One of my new year's resolutions was to eat more vegetables and, last week, I finally put that plan into motion.  The greengrocer had beautiful produce and I treated myself to an assortment.

Aside from potatoes, I've never been much of a vegetable eater.  Most of the vegetables I've tried in the past have been boiled to the point of sliminess.   A few years ago, we discovered just how wonderful slimy asparagus was when it was when roasted.  Since then, we've roasted potatoes and mushrooms.  The selection of fresh produce prompted us to try roasting more vegetables.

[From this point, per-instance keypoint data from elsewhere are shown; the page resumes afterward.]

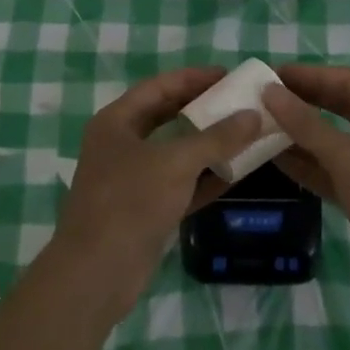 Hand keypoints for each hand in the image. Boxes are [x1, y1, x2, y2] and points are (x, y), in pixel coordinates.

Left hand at [52, 67, 262, 322]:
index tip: (227, 75)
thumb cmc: (130, 202)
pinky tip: (234, 174)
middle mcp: (121, 144)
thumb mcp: (176, 163)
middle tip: (237, 102)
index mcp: (116, 121)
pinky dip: (203, 178)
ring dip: (206, 144)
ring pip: (174, 151)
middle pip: (166, 116)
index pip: (159, 87)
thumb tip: (253, 115)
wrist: (96, 274)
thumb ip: (216, 138)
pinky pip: (179, 183)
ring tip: (243, 134)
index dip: (192, 78)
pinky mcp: (144, 209)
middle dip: (201, 109)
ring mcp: (131, 178)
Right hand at [267, 64, 349, 320]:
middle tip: (263, 97)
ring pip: (332, 139)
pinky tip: (275, 159)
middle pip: (338, 106)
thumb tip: (270, 91)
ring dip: (300, 133)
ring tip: (261, 124)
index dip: (308, 74)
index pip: (345, 80)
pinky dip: (306, 164)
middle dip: (302, 100)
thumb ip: (308, 126)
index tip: (270, 74)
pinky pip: (330, 169) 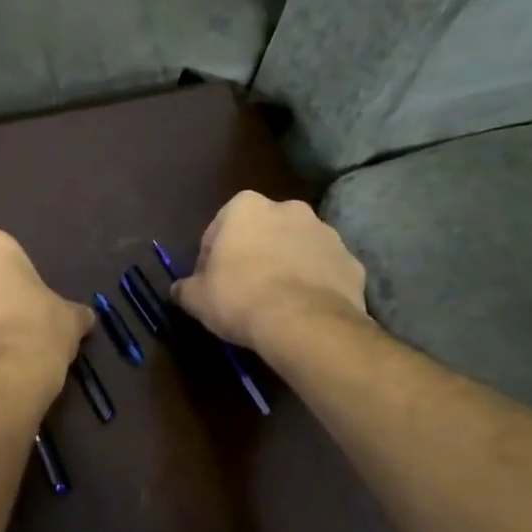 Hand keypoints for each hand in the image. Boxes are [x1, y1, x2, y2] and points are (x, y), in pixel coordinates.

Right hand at [173, 191, 368, 354]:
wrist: (304, 324)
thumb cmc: (240, 297)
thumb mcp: (197, 297)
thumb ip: (185, 287)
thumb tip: (180, 290)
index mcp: (246, 207)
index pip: (220, 228)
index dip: (213, 257)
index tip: (213, 282)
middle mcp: (289, 208)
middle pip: (263, 231)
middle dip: (255, 253)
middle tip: (245, 289)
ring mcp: (326, 233)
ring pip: (297, 248)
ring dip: (287, 265)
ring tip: (278, 302)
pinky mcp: (352, 262)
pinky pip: (326, 271)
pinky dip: (316, 284)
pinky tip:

Roasted brussel sprouts and asparagus
disappear quickly!
Jim was the entremetier.  His recipe for squash is below, and he prepared halved brussel sprouts and asparagus similarly.  The same general technique can be use for potatoes, carrots, mushrooms, and many other "winter" and "summer" vegetables.

Roasted Summer Squash

2 medium to large summer squash, sliced
2 medium to large zucchini, sliced
1 small onion, thinly sliced and separated into rings
2 T. olive oil
1 T. white balsamic vinegar
1 t. salt
1/4 t. pepper

Arrange squash, zucchini and onion into a prepared 9x13 baking dish.  Drizzle them with olive oil and white balsamic vinegar and season with salt and pepper.  Roast on an upper rack in a 400 degree oven until lightly browned, about 30 minutes.

All were wonderful, savory, and very satisfying on a cold, winter evening.  Enjoy!

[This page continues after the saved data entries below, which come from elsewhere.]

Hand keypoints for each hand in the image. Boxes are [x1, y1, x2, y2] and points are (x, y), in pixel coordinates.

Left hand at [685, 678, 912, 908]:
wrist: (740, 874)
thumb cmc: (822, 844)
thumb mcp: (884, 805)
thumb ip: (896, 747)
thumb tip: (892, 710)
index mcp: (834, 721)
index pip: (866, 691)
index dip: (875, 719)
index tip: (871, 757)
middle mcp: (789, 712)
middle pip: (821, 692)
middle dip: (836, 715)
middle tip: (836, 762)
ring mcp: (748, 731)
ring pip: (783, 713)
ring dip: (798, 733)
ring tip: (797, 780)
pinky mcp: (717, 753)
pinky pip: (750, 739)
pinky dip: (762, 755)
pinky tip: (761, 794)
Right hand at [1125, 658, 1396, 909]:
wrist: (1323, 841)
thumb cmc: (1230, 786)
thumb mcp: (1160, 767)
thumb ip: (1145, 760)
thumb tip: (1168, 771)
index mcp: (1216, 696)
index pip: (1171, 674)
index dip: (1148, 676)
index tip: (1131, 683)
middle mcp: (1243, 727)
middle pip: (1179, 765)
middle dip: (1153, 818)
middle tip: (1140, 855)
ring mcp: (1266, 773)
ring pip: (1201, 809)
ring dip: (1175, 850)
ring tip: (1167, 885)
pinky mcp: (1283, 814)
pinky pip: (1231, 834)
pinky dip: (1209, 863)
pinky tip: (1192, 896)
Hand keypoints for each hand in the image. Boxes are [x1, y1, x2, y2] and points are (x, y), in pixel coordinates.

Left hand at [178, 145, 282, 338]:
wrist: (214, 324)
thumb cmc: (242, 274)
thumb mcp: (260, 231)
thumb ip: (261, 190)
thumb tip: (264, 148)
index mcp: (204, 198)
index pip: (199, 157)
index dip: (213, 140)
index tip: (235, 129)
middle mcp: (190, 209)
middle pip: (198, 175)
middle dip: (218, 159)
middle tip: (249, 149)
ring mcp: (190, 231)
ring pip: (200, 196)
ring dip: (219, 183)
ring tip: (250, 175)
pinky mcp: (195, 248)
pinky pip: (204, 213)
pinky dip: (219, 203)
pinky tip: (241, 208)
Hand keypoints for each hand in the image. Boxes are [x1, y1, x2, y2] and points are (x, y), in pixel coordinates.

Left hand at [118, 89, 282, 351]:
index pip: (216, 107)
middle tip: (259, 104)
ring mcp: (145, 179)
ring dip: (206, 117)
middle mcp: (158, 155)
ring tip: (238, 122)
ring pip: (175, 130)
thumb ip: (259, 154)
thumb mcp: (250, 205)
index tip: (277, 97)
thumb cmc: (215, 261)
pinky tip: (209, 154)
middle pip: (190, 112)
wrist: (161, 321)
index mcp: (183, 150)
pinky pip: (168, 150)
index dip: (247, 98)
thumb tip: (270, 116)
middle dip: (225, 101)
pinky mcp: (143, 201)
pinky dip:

What's cooking in your Savory kitchen?


Wednesday, January 1, 2014

Dragon's Grilled Chicken Salad

What a great sandwich!
Well, Jim's been in the kitchen again and he came up with a new chicken salad recipe that's too spicy for your grandmother's garden party!  Give this one a try:

Grilled Chicken Salad

6 boneless chicken thighs
1 bottle sesame ginger marinade (Kroger)
4 eggs, hard-boiled, peeled, and chopped
2 dill pickles (diced)
2 T. pecan pieces (chopped)
1 c. seedless red grapes, halved
1 c. mayonnaise with olive oil
1/4 c. sour cream
1 t. spicy mustard
1 T. onion soup mix
1 T. dill weed

Marinate thighs in marinade overnight.  Discard marinade and cook or grill thighs until done.  Let cool, then cut or pull into small pieces.  Mix mayonnaise, sour cream, mustard, onion soup mix, and dill weed and set aside.  Toss together chicken, eggs, pickles, pecans, and grapes before adding mayonnaise mixture.  Mix well, then chill for several hours before enjoying on crusty bread or savory crackers.  Makes about 2 quarts of chicken salad.

Variation:  Substitute sun-dried tomatoes for the grapes!

We hope you enjoy!

What cooking in your Savory kitchen?